■ Exercise description ■
Repeat the records given below in full, with no changes.

Saved entries:
━━━
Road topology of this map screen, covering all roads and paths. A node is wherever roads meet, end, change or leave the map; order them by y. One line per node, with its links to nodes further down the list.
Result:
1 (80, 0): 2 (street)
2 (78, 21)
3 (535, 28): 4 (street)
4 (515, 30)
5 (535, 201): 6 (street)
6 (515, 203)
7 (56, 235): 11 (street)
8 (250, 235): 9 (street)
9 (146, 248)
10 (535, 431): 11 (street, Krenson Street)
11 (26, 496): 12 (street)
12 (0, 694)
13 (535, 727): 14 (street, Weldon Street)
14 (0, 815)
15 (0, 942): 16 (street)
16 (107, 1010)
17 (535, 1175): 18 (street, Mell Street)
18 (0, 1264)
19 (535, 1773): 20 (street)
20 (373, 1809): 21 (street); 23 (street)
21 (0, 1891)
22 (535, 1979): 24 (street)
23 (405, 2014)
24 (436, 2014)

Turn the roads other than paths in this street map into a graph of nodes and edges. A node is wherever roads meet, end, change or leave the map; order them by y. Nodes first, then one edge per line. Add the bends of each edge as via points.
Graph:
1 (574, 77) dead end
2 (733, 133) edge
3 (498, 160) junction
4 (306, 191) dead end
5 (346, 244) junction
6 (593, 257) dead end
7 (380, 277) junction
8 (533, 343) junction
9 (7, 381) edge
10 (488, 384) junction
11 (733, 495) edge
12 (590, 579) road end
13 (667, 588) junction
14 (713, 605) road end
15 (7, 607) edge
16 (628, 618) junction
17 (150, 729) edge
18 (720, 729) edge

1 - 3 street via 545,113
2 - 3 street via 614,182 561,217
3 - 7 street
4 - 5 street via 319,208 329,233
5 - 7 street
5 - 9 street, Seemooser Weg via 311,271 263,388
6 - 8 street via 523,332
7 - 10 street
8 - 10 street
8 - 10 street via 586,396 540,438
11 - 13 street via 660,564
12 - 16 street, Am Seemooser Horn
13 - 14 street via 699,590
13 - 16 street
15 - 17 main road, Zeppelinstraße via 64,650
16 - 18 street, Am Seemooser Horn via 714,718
━━━
■ Completed exercise ■
Road topology of this map screen, covering all roads and paths. A node is wherever roads meet, end, change or leave the map; order them by y. One line per node, with its links to nodes further down the list.
Result:
1 (80, 0): 2 (street)
2 (78, 21)
3 (535, 28): 4 (street)
4 (515, 30)
5 (535, 201): 6 (street)
6 (515, 203)
7 (56, 235): 11 (street)
8 (250, 235): 9 (street)
9 (146, 248)
10 (535, 431): 11 (street, Krenson Street)
11 (26, 496): 12 (street)
12 (0, 694)
13 (535, 727): 14 (street, Weldon Street)
14 (0, 815)
15 (0, 942): 16 (street)
16 (107, 1010)
17 (535, 1175): 18 (street, Mell Street)
18 (0, 1264)
19 (535, 1773): 20 (street)
20 (373, 1809): 21 (street); 23 (street)
21 (0, 1891)
22 (535, 1979): 24 (street)
23 (405, 2014)
24 (436, 2014)

Turn the roads other than paths in this street map into a graph of nodes and edges. A node is wherever roads meet, end, change or leave the map; order them by y. Nodes first, then one edge per line. Add the bends of each edge as via points.
Graph:
1 (574, 77) dead end
2 (733, 133) edge
3 (498, 160) junction
4 (306, 191) dead end
5 (346, 244) junction
6 (593, 257) dead end
7 (380, 277) junction
8 (533, 343) junction
9 (7, 381) edge
10 (488, 384) junction
11 (733, 495) edge
12 (590, 579) road end
13 (667, 588) junction
14 (713, 605) road end
15 (7, 607) edge
16 (628, 618) junction
17 (150, 729) edge
18 (720, 729) edge

1 - 3 street via 545,113
2 - 3 street via 614,182 561,217
3 - 7 street
4 - 5 street via 319,208 329,233
5 - 7 street
5 - 9 street, Seemooser Weg via 311,271 263,388
6 - 8 street via 523,332
7 - 10 street
8 - 10 street
8 - 10 street via 586,396 540,438
11 - 13 street via 660,564
12 - 16 street, Am Seemooser Horn
13 - 14 street via 699,590
13 - 16 street
15 - 17 main road, Zeppelinstraße via 64,650
16 - 18 street, Am Seemooser Horn via 714,718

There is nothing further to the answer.